Hotel Jalta: Boutique Hotel with Fallout Shelter Museum
The proprietor of Hotel Jalta did not know until 1997 that the basement of his hotel was a fallout shelter. Jalta is not only a luxury hotel with beautiful guest rooms and a renowned restaurant, but the hotel is also home to the Cold War Museum. The air-raid shelter is relatively large with an infirmary and operating room, a water reservoir, filter chambers to block nuclear radiation and an emergency power generator that is still in operation. Until 1989, when the nuclear threat diminished, the shelter was the domain of the secret police who wiretapped hotel guests from the west from 20 meters underground.
Jalta, Hotel with Fallout Shelter
Hotel Jalta was opened in 1958 when a nuclear war was a real threat. The then president of Czechoslovakia, Antonin Zapotocky, ordered the architect to add a fallout shelter to the building, but this remained a secret. After the Velvet Revolution, the air-raid shelter fell under the responsibility of the civil defense of the city of Prague. It was not until 1997 that the hotel owner was informed and he and his staff could have a look inside. In 2013, the Cold War Museum opened in the fallout shelter and hotel guests and non-hotel guests could visit it. A hotel with fallout shelter is unique in Prague.

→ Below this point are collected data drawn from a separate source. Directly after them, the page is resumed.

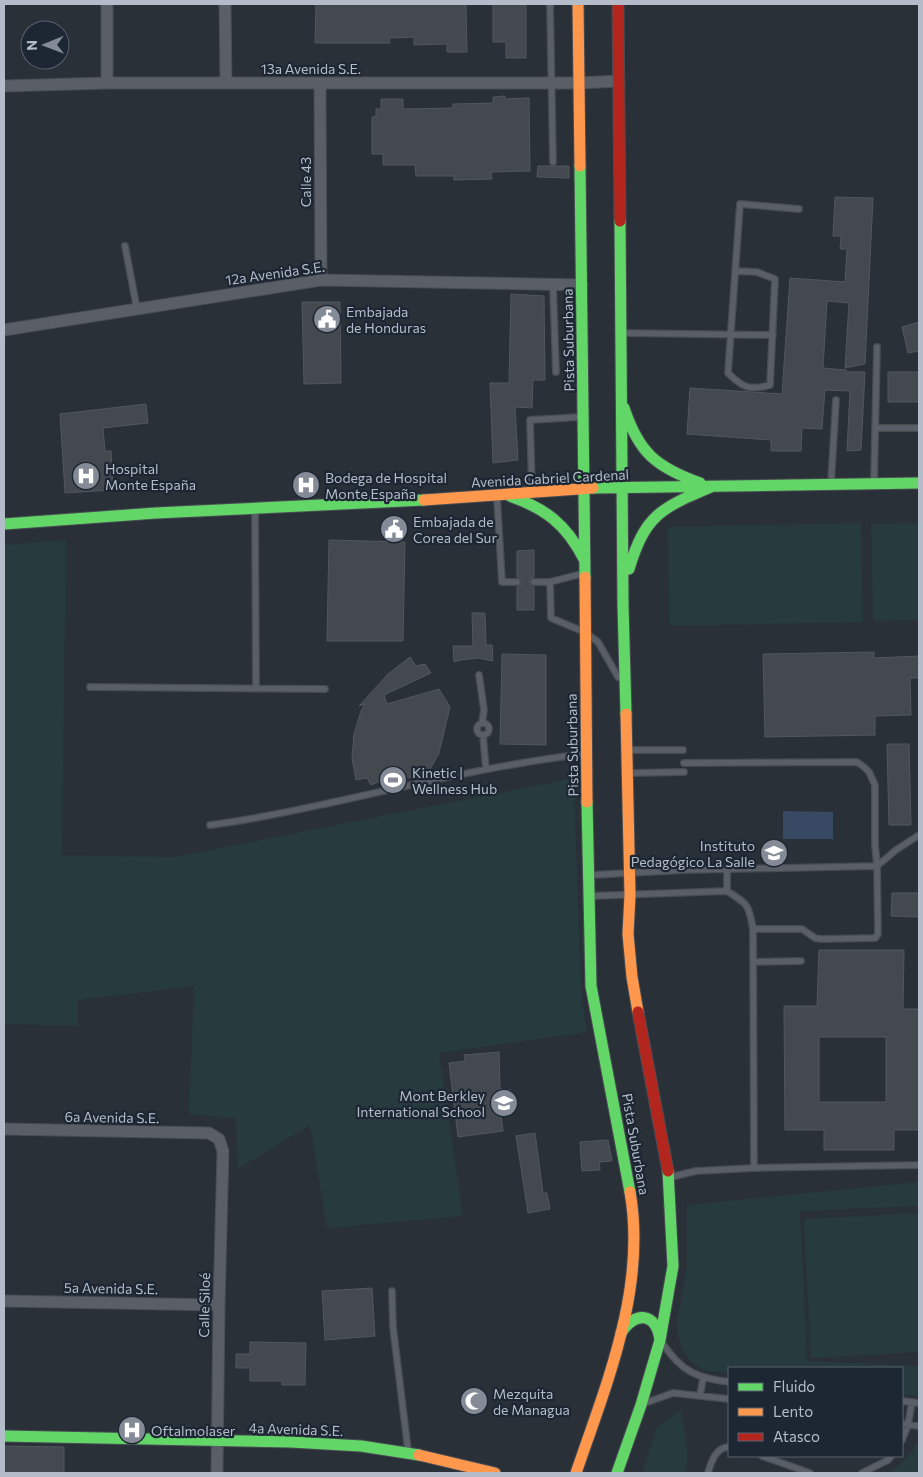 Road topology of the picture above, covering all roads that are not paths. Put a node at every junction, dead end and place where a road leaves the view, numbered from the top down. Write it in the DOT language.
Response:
graph roads {
  1 [pos="106,4"];
  2 [pos="225,4"];
  3 [pos="550,4"];
  4 [pos="578,4"];
  5 [pos="618,4"];
  6 [pos="619,81"];
  7 [pos="107,83"];
  8 [pos="226,83"];
  9 [pos="320,83"];
  10 [pos="552,83"];
  11 [pos="579,83"];
  12 [pos="4,86"];
  13 [pos="553,162"];
  14 [pos="799,209"];
  15 [pos="125,246"];
  16 [pos="735,271"];
  17 [pos="321,280"];
  18 [pos="553,284"];
  19 [pos="582,285"];
  20 [pos="137,309"];
  21 [pos="4,330"];
  22 [pos="621,333"];
  23 [pos="730,334"];
  24 [pos="773,335"];
  25 [pos="877,347"];
  26 [pos="556,372"];
  27 [pos="621,393"];
  28 [pos="836,400"];
  29 [pos="584,417"];
  30 [pos="875,428"];
  31 [pos="919,428"];
  32 [pos="831,483"];
  33 [pos="874,483"];
  34 [pos="919,483"];
  35 [pos="711,487"];
  36 [pos="585,488"];
  37 [pos="622,488"];
  38 [pos="532,492"];
  39 [pos="501,494"];
  40 [pos="255,508"];
  41 [pos="4,524"];
  42 [pos="584,559"];
  43 [pos="585,574"];
  44 [pos="517,582"];
  45 [pos="534,582"];
  46 [pos="550,582"];
  47 [pos="623,604"];
  48 [pos="586,632"];
  49 [pos="479,675"];
  50 [pos="90,687"];
  51 [pos="256,688"];
  52 [pos="325,689"];
  53 [pos="625,693"];
  54 [pos="626,750"];
  55 [pos="684,750"];
  56 [pos="588,753"];
  57 [pos="684,763"];
  58 [pos="486,769"];
  59 [pos="684,772"];
  60 [pos="627,773"];
  61 [pos="210,825"];
  62 [pos="919,835"];
  63 [pos="877,866"];
  64 [pos="727,871"];
  65 [pos="629,873"];
  66 [pos="588,875"];
  67 [pos="727,891"];
  68 [pos="630,895"];
  69 [pos="588,896"];
  70 [pos="753,929"];
  71 [pos="801,961"];
  72 [pos="753,962"];
  73 [pos="4,1130"];
  74 [pos="219,1139"];
  75 [pos="919,1165"];
  76 [pos="754,1168"];
  77 [pos="669,1178"];
  78 [pos="392,1291"];
  79 [pos="4,1301"];
  80 [pos="219,1305"];
  81 [pos="620,1333"];
  82 [pos="660,1340"];
  83 [pos="703,1379"];
  84 [pos="728,1382"];
  85 [pos="700,1395"];
  86 [pos="728,1399"];
  87 [pos="903,1401"];
  88 [pos="912,1402"];
  89 [pos="919,1403"];
  90 [pos="641,1405"];
  91 [pos="905,1424"];
  92 [pos="919,1426"];
  93 [pos="4,1436"];
  94 [pos="217,1441"];
  95 [pos="728,1447"];
  96 [pos="408,1452"];
  97 [pos="765,1457"];
  98 [pos="890,1457"];
  99 [pos="216,1473"];
  100 [pos="495,1473"];
  101 [pos="576,1473"];
  102 [pos="617,1473"];
  103 [pos="708,1473"];
  104 [pos="810,1473"];
  105 [pos="862,1473"];
  1 -- 7 [label="street"];
  2 -- 8 [label="street"];
  3 -- 10 [label="lane"];
  4 -- 11 [label="main road, Pista Suburbana"];
  5 -- 6 [label="main road, Pista Suburbana"];
  6 -- 11 [label="street, 13a Avenida S.E."];
  6 -- 22 [label="main road, Pista Suburbana"];
  7 -- 8 [label="street, 13a Avenida S.E."];
  7 -- 12 [label="street, 13a Avenida S.E."];
  8 -- 9 [label="street, 13a Avenida S.E."];
  9 -- 10 [label="street, 13a Avenida S.E."];
  9 -- 17 [label="street, Calle 43"];
  10 -- 11 [label="street, 13a Avenida S.E."];
  10 -- 13 [label="lane"];
  11 -- 19 [label="main road, Pista Suburbana"];
  14 -- 16 [label="lane"];
  15 -- 20 [label="lane"];
  16 -- 23 [label="lane"];
  16 -- 24 [label="lane"];
  17 -- 18 [label="street, 12a Avenida S.E."];
  17 -- 20 [label="street, 12a Avenida S.E."];
  18 -- 19 [label="street, 12a Avenida S.E."];
  18 -- 26 [label="lane"];
  19 -- 29 [label="main road, Pista Suburbana"];
  20 -- 21 [label="street, 12a Avenida S.E."];
  22 -- 23 [label="lane"];
  22 -- 27 [label="main road, Pista Suburbana"];
  23 -- 24 [label="lane"];
  23 -- 24 [label="lane"];
  25 -- 30 [label="lane"];
  27 -- 35 [label="main road"];
  27 -- 37 [label="main road, Pista Suburbana"];
  28 -- 32 [label="lane"];
  29 -- 36 [label="main road, Pista Suburbana"];
  29 -- 38 [label="lane"];
  30 -- 31 [label="lane"];
  30 -- 33 [label="lane"];
  32 -- 33 [label="main road, Avenida Gabriel Cardenal"];
  32 -- 35 [label="main road, Avenida Gabriel Cardenal"];
  33 -- 34 [label="main road, Avenida Gabriel Cardenal"];
  35 -- 37 [label="main road, Avenida Gabriel Cardenal"];
  35 -- 47 [label="main road"];
  36 -- 37 [label="main road, Avenida Gabriel Cardenal"];
  36 -- 38 [label="main road, Avenida Gabriel Cardenal"];
  36 -- 42 [label="main road, Pista Suburbana"];
  37 -- 47 [label="main road, Pista Suburbana"];
  38 -- 39 [label="main road, Avenida Gabriel Cardenal"];
  39 -- 40 [label="main road, Avenida Gabriel Cardenal"];
  39 -- 42 [label="main road"];
  39 -- 44 [label="lane"];
  40 -- 41 [label="main road, Avenida Gabriel Cardenal"];
  40 -- 51 [label="lane"];
  42 -- 43 [label="main road, Pista Suburbana"];
  43 -- 46 [label="lane"];
  43 -- 48 [label="main road, Pista Suburbana"];
  45 -- 46 [label="lane"];
  46 -- 48 [label="lane"];
  47 -- 53 [label="main road, Pista Suburbana"];
  48 -- 53 [label="lane"];
  48 -- 56 [label="main road, Pista Suburbana"];
  49 -- 58 [label="lane"];
  50 -- 51 [label="lane"];
  51 -- 52 [label="lane"];
  53 -- 54 [label="main road, Pista Suburbana"];
  54 -- 55 [label="lane"];
  54 -- 60 [label="main road, Pista Suburbana"];
  56 -- 58 [label="lane"];
  56 -- 66 [label="main road, Pista Suburbana"];
  57 -- 63 [label="lane"];
  58 -- 61 [label="lane"];
  59 -- 60 [label="lane"];
  60 -- 65 [label="main road, Pista Suburbana"];
  62 -- 63 [label="lane"];
  63 -- 64 [label="lane"];
  63 -- 70 [label="lane"];
  64 -- 65 [label="lane"];
  64 -- 67 [label="lane"];
  65 -- 66 [label="lane"];
  65 -- 68 [label="main road, Pista Suburbana"];
  66 -- 69 [label="main road, Pista Suburbana"];
  67 -- 68 [label="lane"];
  67 -- 70 [label="lane"];
  68 -- 69 [label="lane"];
  68 -- 77 [label="main road, Pista Suburbana"];
  69 -- 81 [label="main road, Pista Suburbana"];
  70 -- 72 [label="lane"];
  71 -- 72 [label="lane"];
  72 -- 76 [label="lane"];
  73 -- 74 [label="street, 6a Avenida S.E."];
  74 -- 80 [label="street, Calle Siloé"];
  75 -- 76 [label="lane"];
  76 -- 77 [label="lane"];
  77 -- 82 [label="main road, Pista Suburbana"];
  78 -- 96 [label="lane"];
  79 -- 80 [label="street, 5a Avenida S.E."];
  80 -- 94 [label="street, Calle Siloé"];
  81 -- 82 [label="main road"];
  81 -- 101 [label="main road, Pista Suburbana"];
  82 -- 83 [label="lane"];
  82 -- 90 [label="main road, Pista Suburbana"];
  83 -- 84 [label="lane"];
  83 -- 85 [label="lane"];
  85 -- 86 [label="lane"];
  85 -- 90 [label="lane"];
  87 -- 88 [label="lane"];
  88 -- 89 [label="lane"];
  88 -- 91 [label="lane"];
  90 -- 102 [label="main road, Pista Suburbana"];
  91 -- 92 [label="lane"];
  93 -- 94 [label="main road, 4a Avenida S.E."];
  94 -- 96 [label="main road, 4a Avenida S.E."];
  94 -- 99 [label="street, Calle Siloé"];
  95 -- 103 [label="lane"];
  96 -- 100 [label="main road, 4a Avenida S.E."];
  97 -- 104 [label="lane"];
  98 -- 105 [label="lane"];
}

Hotel with Fallout Shelter and Cold War Museum
The bomb shelter is located at a depth of 20 meters below the hotel. The shelter consists of three floors, but not all of them are accessible to visitors. The fallout shelter offered protection for about 150 high-ranking communist officials for two months should a nuclear war break out. The walls are made of two-meter thick concrete and steel plates protect against nuclear radiation.
Wiretapping and the Secret Police
Nuclear war never broke out, so the communists set up the shelter as an eavesdropping post. It resembled a large old-fashioned telephone exchange. On the wall there was a map of VIP rooms and regular hotel rooms, marked in different colours. Members of the secret police sat for hours listening to important but also unimportant conversations between the hotel guests. The listening devices were hidden in every room in all kinds of places, such as in the shoe shine brushes, lampshades, picture frames and bedside tables. The Secret Police overheard conversations from both hotel guests and employees. In the 1970s, the embassy of West Germany was located in the same building. They too were bugged.
Hotel Jalta: Prestige Object
Hotel Jalta stands on the site of a residential block that was accidentally bombed by the Allies in 1945. The hotel is a prime example of socialist architecture with characteristic pairs of statues on the facade on the first floor. It was a prestige object and no expense was spared. The opening coincided with the Expo 58 in Brussels where Czechoslovakia impressed with the ‘Brussels style’, which replaced socialist realism. Expo 58 showcased the works of art of prominent designers who had also contributed to the interior design and furnishing of Hotel Jalta. The glass decorations in the hotel were designed by Stanislav Libensky, who also designed the huge glass facade for Nova Scena building next to the National Theater.
Visit the Fallout Shelter
The fallout shelter can only be visited on a guided tour, every day at 1:00 PM, 1:30 PM, 4:00 PM and 4:30 PM. Group size is up to 10 people. Book at least 5 hours before the tour starts at the reception desk or online. The tour will be shortened if you do not arrive on time.
Boutique Hotel Jalta
Of course you can also spend the night in Hotel Jalta. This a 5-star hotel offers comfortable guest rooms elegantly and stylishly furnished. The attractive lobby is lined with brown velvet sofas, has a beautiful marble floor, a round chandelier and an impressive spiral staircase. The rooms overlook Wenceslas Square, but some rooms have a less a grand view. Superior Deluxe rooms, with Wenceslas Square view, are spacious are smartly decorated. They are spacious and include living rooms and a Nespresso coffee machine. All rooms feature a flat-screen TV, a minibar, a safe, coffee and tea making facilities, free Wi-Fi and L’Occitane toiletries. The bathroom is spacious with bath and shower.
Entrance to the museum is free for hotel guests.
How to get there
Hotel Jalta is at a prime location on Wencslas Square in the middle of the Nove Mesto district. Almost all Prague sights and attractions are within walking distance. Wenceslas Square is also ideal for shopping as is na Prikope street and Palladium shopping centre all close by. The national Museum is almost next door. During the Christmas season, one of the Prague Christmas markets is in front of the hotel. If you want to use public transport, Muzeum metro station is less than a five-minute walk.